Formato: Online Artículo Texto
Lenguaje:English
Publicado: Cold Spring Harbor Laboratory 2023
Materias:
Acceso en línea:https://www.ncbi.nlm.nih.gov/pmc/articles/PMC10246158/
https://www.ncbi.nlm.nih.gov/pubmed/37292955
http://dx.doi.org/10.1101/2023.05.17.23290110
Descripción
Sumario:INTRODUCTION: Tuberculosis (TB) transmission in healthcare facilities is common in high-incidence countries. Yet, the optimal approach for identifying inpatients who may have TB is unclear. We evaluated the diagnostic accuracy of qXR (Qure.ai, India) computer-aided detection (CAD) software versions 3 and 4 (v3 and v4) as a triage and screening tool within the FAST (Find cases Actively, Separate safely, and Treat effectively) transmission control strategy.
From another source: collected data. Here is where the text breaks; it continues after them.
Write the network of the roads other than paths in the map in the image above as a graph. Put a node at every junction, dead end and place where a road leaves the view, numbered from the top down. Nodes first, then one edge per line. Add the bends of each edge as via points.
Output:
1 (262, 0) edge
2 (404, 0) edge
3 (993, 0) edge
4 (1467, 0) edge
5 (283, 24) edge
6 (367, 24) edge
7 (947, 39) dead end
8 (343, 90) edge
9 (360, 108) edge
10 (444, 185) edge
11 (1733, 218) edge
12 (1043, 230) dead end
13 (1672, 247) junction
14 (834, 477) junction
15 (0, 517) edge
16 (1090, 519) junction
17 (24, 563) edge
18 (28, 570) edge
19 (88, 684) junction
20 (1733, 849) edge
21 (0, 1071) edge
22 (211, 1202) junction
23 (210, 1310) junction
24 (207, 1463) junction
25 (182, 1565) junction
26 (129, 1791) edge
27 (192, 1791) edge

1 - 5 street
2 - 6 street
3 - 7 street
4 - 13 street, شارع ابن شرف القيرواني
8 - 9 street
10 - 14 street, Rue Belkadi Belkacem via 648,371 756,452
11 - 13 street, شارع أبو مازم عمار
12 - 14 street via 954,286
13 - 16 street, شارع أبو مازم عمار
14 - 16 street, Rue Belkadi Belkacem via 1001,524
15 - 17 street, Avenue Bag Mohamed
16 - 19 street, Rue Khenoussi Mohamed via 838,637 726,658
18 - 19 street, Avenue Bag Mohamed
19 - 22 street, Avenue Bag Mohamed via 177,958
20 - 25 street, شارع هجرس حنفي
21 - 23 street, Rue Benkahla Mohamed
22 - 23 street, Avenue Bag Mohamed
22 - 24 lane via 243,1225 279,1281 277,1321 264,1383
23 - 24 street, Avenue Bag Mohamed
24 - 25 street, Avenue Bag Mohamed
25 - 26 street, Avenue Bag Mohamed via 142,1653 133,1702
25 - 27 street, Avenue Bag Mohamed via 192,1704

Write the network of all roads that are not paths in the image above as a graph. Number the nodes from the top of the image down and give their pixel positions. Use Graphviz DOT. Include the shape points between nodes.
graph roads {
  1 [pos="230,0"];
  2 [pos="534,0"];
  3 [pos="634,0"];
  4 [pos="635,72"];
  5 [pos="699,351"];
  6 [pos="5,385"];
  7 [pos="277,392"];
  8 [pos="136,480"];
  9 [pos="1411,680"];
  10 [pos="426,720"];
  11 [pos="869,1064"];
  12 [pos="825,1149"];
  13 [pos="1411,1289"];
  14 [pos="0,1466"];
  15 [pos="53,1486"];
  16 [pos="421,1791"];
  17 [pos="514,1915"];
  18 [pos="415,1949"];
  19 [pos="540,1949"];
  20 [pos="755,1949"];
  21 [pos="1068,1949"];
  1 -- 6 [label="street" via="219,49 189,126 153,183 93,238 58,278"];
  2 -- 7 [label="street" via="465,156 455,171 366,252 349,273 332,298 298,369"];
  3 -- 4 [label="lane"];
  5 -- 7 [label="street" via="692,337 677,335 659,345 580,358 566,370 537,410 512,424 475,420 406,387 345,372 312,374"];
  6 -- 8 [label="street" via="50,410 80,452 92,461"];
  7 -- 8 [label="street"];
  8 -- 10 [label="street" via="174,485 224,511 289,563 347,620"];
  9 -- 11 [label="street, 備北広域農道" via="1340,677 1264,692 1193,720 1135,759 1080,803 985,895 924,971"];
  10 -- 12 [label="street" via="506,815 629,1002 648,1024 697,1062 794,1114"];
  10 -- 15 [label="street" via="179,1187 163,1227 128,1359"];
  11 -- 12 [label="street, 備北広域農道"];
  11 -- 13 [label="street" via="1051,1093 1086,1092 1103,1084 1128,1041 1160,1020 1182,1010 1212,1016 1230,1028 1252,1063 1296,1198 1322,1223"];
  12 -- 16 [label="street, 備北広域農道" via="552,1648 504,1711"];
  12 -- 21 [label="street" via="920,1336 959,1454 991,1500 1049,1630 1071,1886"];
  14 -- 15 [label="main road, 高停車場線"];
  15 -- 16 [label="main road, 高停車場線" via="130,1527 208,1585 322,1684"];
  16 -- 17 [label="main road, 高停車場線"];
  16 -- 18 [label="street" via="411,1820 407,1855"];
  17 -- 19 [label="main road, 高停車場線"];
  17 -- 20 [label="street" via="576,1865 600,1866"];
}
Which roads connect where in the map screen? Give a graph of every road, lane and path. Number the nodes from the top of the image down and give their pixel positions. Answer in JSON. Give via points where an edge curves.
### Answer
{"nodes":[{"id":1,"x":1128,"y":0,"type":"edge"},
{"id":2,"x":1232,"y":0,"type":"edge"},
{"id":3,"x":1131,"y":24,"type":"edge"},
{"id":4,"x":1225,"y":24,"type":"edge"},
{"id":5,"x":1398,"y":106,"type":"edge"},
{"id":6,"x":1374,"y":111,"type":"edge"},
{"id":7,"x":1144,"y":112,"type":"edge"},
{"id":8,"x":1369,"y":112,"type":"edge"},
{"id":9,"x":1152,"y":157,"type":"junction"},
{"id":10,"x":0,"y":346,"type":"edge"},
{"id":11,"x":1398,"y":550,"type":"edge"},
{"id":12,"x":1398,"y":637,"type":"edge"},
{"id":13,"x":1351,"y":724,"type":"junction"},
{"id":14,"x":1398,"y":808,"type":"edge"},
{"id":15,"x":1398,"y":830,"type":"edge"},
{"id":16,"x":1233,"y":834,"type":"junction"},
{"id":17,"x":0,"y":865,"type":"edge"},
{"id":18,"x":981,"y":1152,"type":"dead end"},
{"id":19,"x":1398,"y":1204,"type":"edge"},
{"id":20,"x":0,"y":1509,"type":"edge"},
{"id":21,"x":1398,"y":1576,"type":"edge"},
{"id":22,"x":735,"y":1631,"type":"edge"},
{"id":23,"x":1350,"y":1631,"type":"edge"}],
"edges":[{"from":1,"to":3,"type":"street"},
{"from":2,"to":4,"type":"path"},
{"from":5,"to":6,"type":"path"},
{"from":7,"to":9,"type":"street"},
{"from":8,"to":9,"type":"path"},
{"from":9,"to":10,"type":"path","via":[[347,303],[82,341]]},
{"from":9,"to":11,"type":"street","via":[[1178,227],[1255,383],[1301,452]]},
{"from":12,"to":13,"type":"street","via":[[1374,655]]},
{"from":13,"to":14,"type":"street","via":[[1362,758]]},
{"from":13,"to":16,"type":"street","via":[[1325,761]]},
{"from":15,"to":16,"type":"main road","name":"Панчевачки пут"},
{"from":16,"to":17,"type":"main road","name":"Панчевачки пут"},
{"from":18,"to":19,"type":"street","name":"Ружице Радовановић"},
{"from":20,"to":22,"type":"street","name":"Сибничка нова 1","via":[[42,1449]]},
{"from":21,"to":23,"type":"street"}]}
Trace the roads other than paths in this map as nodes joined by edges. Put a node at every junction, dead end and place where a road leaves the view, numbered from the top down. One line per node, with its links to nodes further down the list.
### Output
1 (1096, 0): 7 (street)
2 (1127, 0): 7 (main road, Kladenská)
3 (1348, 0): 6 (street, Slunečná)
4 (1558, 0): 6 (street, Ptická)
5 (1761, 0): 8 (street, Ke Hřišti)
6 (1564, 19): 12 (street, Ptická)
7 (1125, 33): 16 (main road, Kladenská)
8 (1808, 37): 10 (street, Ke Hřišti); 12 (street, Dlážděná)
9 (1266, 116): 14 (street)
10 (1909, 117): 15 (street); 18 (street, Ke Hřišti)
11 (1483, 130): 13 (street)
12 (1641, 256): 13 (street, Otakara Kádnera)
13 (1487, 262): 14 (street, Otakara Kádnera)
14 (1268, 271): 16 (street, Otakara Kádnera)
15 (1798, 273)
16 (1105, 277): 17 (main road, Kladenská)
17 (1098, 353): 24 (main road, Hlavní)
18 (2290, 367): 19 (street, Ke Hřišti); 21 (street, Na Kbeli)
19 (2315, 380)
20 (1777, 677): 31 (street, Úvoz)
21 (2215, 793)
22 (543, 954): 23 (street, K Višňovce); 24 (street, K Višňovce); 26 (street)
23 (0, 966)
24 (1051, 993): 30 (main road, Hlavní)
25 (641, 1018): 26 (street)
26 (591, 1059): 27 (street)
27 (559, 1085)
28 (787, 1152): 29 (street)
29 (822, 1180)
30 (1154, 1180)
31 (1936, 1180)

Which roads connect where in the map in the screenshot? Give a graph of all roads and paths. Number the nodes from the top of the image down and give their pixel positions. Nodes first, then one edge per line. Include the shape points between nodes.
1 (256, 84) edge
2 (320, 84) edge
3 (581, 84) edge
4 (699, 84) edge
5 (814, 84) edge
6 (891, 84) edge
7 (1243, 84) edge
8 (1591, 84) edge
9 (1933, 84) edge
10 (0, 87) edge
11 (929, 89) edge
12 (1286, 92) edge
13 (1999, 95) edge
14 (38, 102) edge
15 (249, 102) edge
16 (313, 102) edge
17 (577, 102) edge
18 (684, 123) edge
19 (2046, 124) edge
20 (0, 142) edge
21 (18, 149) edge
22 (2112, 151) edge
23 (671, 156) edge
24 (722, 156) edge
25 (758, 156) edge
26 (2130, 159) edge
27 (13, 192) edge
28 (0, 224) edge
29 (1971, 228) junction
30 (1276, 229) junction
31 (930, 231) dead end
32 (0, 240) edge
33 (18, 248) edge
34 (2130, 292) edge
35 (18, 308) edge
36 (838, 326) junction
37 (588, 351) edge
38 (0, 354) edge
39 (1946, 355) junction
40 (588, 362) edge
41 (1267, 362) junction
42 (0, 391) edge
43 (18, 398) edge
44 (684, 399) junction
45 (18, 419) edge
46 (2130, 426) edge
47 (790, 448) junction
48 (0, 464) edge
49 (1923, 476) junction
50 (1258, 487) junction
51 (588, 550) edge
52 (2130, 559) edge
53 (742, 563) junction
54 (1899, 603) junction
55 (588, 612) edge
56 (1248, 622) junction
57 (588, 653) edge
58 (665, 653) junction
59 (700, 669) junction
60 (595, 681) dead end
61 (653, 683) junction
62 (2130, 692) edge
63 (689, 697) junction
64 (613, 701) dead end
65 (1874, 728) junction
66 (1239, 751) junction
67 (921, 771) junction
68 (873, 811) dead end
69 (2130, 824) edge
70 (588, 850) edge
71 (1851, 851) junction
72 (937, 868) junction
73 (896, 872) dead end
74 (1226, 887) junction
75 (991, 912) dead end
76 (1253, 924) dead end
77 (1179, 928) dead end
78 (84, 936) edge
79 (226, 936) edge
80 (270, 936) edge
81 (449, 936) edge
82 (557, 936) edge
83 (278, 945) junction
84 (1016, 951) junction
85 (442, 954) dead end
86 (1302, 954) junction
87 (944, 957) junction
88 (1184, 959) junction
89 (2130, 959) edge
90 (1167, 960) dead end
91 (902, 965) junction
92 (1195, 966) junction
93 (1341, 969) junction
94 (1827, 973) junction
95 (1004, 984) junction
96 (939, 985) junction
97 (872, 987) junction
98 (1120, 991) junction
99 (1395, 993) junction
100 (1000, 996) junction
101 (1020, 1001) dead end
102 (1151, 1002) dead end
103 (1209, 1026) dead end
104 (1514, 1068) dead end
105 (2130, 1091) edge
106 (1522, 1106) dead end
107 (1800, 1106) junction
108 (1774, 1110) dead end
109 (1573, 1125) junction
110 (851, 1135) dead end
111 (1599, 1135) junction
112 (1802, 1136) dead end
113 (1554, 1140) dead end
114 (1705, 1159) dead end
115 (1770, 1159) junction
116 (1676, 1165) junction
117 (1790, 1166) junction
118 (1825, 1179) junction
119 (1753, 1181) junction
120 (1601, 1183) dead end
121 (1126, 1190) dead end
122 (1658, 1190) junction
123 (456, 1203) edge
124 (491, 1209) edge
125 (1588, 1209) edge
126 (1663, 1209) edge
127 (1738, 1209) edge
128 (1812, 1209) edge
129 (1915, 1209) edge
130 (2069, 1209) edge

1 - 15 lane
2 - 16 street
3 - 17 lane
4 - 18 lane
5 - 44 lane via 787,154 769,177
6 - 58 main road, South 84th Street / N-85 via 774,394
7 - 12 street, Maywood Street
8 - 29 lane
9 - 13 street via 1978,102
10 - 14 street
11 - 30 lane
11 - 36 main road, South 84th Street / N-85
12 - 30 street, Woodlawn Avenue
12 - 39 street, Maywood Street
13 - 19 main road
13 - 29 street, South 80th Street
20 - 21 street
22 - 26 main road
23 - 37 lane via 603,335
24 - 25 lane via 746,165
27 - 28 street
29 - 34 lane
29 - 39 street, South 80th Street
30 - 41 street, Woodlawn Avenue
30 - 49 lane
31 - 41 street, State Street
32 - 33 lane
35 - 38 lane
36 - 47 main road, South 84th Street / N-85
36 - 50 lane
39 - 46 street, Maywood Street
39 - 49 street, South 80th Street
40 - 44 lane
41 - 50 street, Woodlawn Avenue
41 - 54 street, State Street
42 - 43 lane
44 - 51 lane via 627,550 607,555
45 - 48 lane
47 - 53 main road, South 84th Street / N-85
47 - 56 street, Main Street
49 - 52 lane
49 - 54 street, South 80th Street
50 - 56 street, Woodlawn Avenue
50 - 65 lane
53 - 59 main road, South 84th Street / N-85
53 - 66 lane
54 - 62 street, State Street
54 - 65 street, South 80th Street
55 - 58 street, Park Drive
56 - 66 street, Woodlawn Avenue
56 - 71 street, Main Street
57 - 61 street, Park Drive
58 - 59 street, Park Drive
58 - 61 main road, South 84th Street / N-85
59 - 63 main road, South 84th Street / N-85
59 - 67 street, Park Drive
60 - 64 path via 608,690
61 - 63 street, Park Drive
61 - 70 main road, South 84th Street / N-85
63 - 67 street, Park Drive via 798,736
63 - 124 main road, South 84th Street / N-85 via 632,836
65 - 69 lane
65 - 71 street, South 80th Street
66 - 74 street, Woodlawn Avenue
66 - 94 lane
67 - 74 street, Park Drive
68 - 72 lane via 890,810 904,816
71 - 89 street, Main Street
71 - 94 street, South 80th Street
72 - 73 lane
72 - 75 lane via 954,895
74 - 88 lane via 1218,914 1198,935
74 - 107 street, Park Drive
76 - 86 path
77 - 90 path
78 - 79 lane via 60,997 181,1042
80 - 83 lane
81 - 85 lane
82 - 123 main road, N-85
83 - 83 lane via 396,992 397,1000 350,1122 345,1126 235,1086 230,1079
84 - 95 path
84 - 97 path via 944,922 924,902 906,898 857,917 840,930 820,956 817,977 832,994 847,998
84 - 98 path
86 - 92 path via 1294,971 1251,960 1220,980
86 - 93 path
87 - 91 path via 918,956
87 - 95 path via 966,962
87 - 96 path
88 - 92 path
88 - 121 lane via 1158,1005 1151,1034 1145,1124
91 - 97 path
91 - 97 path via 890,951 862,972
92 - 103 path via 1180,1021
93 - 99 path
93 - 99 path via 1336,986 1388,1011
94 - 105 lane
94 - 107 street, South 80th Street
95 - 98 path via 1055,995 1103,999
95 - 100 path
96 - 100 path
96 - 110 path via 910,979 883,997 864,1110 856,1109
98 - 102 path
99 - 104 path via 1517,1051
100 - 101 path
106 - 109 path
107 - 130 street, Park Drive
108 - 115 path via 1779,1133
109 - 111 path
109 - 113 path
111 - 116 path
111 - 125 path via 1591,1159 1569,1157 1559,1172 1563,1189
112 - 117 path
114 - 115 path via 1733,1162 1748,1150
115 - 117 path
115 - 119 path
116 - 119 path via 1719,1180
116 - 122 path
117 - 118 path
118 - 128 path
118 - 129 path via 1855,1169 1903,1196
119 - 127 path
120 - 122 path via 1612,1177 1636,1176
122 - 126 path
METHODS: We prospectively enrolled two cohorts of patients admitted to a tertiary hospital in Lima, Peru: one group had cough or TB risk factors (triage) and the other did not report cough or TB risk factors (screening). We evaluated the sensitivity and specificity of qXR for the diagnosis of pulmonary TB using culture and Xpert as primary and secondary reference standards, including stratified analyses based on risk factors. RESULTS: In the triage cohort (n=387), qXRv4 sensitivity was 0.95 (62/65, 95% CI 0.87-0.99) and specificity was 0.36 (116/322, 95% CI 0.31-0.42) using culture as reference standard. There was no difference in the area under the receiver-operating-characteristic curve (AUC) between qXRv3 and qxRv4 with either a culture or Xpert reference standard. In the screening cohort (n=191), only one patient had a positive Xpert result, but specificity in this cohort was high (>90%). qXR sensitivity did not differ stratified by sex, age, prior TB, HIV, and symptoms. Specificity was higher in people without prior TB and people with a cough for <2 weeks. CONCLUSIONS: qXR had high sensitivity but low specificity as a triage in hospitalized patients with cough or TB risk factors. Screening patients without cough in this setting had a low diagnostic yield. These findings further support the need for population and setting-specific thresholds for CAD programs.